For Bayezid knew that the Jews, as a whole, were an industrious, peaceable people who made model citizens for any nation, something that many Christians still have not yet realized today.  The descendants of those Spanish-speaking Sephardic Jews remained in Muslim lands for the next few centuries, until once again—now under Hitler’s Third Reich—they were rounded up and exterminated under the yoke of Christian anti-Semitism.  So, when I hear people slandering Islam, as a religion, as a culture; or people intimating that Jews and Muslims have never gotten along, or that they are, by nature, natural enemies, my ire is roused, and I feel I must remind them of these facts.  And to the Muslims who harbored my ancestors as refugees, I thank you.  And if the emblem and fruits of Christianity are racism and imperialism, then maybe we don’t need Christianity to “save” Western culture. On the other hand, maybe we just need to rethink who has the right to speak for global Christendom. And as for those who pretend to be our friends in the guise of serving their own political ends, how do we know that when you grow tired of toying with the Muslims, you will not go back to toying with us? Even as recently as August of 2017, hundreds of “alt-right” marchers gathered in Charlottesville for the Unite the Right rally, chanting “the Jews will not replace us!” As if that was our intention. 

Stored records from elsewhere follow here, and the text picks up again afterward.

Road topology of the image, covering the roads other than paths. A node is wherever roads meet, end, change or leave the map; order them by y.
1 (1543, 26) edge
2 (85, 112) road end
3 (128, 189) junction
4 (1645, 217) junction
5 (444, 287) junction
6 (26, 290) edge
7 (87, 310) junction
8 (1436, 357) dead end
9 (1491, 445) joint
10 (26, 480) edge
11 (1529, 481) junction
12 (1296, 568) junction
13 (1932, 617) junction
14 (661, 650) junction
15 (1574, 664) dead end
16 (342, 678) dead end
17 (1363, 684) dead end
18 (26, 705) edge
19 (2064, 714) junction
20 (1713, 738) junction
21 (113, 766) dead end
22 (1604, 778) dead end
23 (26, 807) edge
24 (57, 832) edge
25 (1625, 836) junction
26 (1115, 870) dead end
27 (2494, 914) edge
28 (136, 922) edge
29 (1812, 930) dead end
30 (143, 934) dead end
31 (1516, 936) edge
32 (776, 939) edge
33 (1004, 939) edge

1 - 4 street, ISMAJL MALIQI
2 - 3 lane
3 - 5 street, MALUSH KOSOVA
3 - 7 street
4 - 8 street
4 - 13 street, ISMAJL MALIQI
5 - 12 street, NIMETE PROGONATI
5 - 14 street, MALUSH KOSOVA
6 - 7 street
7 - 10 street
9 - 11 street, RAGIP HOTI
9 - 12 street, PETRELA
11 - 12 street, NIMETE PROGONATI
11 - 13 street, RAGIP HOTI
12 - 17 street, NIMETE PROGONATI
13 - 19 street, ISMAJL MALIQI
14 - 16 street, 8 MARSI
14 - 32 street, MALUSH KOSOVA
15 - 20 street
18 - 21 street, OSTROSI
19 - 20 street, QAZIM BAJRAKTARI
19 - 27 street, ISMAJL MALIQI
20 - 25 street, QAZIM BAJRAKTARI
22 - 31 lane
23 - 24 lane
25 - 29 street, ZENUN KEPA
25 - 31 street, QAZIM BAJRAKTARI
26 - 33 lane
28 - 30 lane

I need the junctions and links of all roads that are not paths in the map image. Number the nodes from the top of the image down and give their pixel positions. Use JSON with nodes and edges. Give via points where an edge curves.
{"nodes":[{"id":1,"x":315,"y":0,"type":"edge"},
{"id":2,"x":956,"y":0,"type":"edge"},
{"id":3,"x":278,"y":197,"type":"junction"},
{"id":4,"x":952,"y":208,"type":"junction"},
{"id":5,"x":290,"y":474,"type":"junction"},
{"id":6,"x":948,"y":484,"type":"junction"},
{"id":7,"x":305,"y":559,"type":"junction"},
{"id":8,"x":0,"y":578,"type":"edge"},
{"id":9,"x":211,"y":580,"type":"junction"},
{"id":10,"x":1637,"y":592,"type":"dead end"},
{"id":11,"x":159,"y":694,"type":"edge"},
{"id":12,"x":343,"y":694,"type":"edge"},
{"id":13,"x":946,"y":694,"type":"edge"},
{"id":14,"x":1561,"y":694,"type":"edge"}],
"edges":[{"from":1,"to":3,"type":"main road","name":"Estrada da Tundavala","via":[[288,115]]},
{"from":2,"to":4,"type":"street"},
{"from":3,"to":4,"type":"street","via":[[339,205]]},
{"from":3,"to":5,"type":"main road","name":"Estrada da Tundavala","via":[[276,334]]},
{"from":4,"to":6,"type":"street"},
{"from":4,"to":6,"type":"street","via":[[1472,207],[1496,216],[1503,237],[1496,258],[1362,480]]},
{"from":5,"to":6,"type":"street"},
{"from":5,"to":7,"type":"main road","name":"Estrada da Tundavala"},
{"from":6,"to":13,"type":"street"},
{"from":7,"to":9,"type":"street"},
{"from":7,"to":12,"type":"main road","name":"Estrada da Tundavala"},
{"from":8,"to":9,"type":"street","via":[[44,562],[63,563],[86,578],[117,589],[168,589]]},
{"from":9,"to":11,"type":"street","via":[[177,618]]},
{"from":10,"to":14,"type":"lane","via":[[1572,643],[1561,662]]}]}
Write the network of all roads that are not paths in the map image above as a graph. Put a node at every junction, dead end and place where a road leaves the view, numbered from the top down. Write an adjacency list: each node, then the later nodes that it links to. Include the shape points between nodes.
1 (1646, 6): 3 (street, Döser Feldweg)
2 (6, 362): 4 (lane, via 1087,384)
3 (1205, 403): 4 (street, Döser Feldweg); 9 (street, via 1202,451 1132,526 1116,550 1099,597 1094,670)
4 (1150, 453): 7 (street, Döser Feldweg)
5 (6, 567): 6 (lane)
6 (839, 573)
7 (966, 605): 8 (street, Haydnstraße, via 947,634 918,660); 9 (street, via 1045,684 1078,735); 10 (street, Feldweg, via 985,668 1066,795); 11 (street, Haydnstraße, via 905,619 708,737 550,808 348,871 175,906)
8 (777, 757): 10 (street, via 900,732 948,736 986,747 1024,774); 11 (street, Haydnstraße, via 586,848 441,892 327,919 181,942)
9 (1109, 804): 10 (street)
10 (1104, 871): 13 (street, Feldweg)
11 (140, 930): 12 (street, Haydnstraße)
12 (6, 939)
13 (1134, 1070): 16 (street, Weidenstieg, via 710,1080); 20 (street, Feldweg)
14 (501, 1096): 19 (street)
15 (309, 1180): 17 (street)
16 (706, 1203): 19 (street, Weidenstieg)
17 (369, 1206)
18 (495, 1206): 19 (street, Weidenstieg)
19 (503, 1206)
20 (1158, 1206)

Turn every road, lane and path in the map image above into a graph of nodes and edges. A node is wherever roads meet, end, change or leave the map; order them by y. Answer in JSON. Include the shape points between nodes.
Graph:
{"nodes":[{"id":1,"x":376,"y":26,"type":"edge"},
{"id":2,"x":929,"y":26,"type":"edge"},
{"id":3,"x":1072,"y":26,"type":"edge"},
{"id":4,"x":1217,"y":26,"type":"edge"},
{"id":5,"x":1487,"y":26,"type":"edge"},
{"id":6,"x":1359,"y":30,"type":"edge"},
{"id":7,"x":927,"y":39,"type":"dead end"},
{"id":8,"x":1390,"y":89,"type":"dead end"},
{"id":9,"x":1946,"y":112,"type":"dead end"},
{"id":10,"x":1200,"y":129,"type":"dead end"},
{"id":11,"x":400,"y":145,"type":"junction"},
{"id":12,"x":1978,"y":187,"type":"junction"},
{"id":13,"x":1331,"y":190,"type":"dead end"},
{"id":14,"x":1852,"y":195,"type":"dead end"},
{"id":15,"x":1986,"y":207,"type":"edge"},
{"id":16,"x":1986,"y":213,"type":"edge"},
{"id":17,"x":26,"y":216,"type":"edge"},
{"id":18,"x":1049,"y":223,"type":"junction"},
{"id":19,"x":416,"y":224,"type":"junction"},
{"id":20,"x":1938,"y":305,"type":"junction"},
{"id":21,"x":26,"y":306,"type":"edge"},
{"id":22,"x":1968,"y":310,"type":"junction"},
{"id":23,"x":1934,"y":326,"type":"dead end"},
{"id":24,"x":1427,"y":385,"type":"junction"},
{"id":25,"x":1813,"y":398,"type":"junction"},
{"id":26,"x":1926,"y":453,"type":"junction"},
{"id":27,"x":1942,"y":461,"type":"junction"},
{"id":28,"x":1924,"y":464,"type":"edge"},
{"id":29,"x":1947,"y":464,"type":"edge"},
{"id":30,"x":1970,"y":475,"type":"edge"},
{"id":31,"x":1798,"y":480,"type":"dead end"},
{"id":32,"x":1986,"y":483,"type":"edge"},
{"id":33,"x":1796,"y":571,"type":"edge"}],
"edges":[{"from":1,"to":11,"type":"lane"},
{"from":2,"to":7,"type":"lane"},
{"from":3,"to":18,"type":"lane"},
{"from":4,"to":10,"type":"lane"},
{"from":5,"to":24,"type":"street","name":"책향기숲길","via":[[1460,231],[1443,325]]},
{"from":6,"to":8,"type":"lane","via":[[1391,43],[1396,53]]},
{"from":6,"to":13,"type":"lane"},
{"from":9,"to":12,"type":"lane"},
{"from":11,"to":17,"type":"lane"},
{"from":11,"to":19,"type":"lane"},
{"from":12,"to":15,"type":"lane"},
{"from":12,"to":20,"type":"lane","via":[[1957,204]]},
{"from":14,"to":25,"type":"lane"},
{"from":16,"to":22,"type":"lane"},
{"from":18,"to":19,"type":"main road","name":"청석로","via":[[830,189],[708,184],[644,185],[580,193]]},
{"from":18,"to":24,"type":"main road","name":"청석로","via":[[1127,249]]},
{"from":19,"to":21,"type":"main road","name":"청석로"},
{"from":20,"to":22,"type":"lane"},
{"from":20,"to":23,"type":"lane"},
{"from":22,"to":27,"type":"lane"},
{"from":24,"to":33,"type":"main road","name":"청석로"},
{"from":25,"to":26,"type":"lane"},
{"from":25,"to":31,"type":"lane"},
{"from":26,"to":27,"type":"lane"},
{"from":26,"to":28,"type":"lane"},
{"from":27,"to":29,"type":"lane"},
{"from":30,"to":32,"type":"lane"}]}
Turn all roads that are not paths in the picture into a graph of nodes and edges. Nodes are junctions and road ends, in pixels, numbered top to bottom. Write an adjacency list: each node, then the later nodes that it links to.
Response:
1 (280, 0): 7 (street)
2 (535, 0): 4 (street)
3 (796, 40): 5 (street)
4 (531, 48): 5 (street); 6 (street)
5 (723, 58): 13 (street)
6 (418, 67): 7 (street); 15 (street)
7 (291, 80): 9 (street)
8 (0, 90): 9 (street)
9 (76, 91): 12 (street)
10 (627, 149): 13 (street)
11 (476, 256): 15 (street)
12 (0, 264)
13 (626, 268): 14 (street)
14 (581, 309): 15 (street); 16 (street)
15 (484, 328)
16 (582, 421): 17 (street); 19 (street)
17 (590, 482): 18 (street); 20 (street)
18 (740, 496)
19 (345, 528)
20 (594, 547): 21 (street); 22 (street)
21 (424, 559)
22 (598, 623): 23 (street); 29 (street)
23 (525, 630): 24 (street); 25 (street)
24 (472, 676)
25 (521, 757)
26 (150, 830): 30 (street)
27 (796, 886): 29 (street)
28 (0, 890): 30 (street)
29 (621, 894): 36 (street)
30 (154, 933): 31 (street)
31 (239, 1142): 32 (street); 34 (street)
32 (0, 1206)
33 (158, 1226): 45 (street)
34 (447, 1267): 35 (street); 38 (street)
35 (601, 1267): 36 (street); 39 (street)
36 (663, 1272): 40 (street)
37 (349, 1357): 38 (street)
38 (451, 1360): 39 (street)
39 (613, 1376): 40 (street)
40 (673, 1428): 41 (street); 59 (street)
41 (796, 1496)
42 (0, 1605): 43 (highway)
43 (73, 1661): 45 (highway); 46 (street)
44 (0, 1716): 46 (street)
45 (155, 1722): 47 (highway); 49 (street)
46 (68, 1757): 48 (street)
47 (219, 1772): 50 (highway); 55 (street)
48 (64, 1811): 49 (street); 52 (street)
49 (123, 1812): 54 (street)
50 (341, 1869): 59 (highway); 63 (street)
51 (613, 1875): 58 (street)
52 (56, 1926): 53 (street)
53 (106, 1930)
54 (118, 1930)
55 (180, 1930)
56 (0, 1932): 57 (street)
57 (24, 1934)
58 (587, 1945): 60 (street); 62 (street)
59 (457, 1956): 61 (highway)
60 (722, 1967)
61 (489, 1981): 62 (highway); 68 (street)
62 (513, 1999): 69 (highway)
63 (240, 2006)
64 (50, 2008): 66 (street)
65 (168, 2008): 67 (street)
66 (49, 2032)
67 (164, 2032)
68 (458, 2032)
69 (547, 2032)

All of our religions have imperfections. 

If we are to judge a religion exclusively on the evil it has wrought, we would all be found terribly wanting—perhaps Christians most of all!  If we were to judge a religion on the most embarrassing and inscrutable aspects of its scriptures, taken out of context and viewed without any knowledge of the history or debate over its interpretation, we would, once again, all come up wanting—perhaps the Jews most of all!  But if we were to judge a religion on both the good and the bad, and take into account the progress it has made in issues of compassion and human rights, and in their relationships with other faiths, we would see that all three of the Abrahamic faiths have come very far, but still have far to go. 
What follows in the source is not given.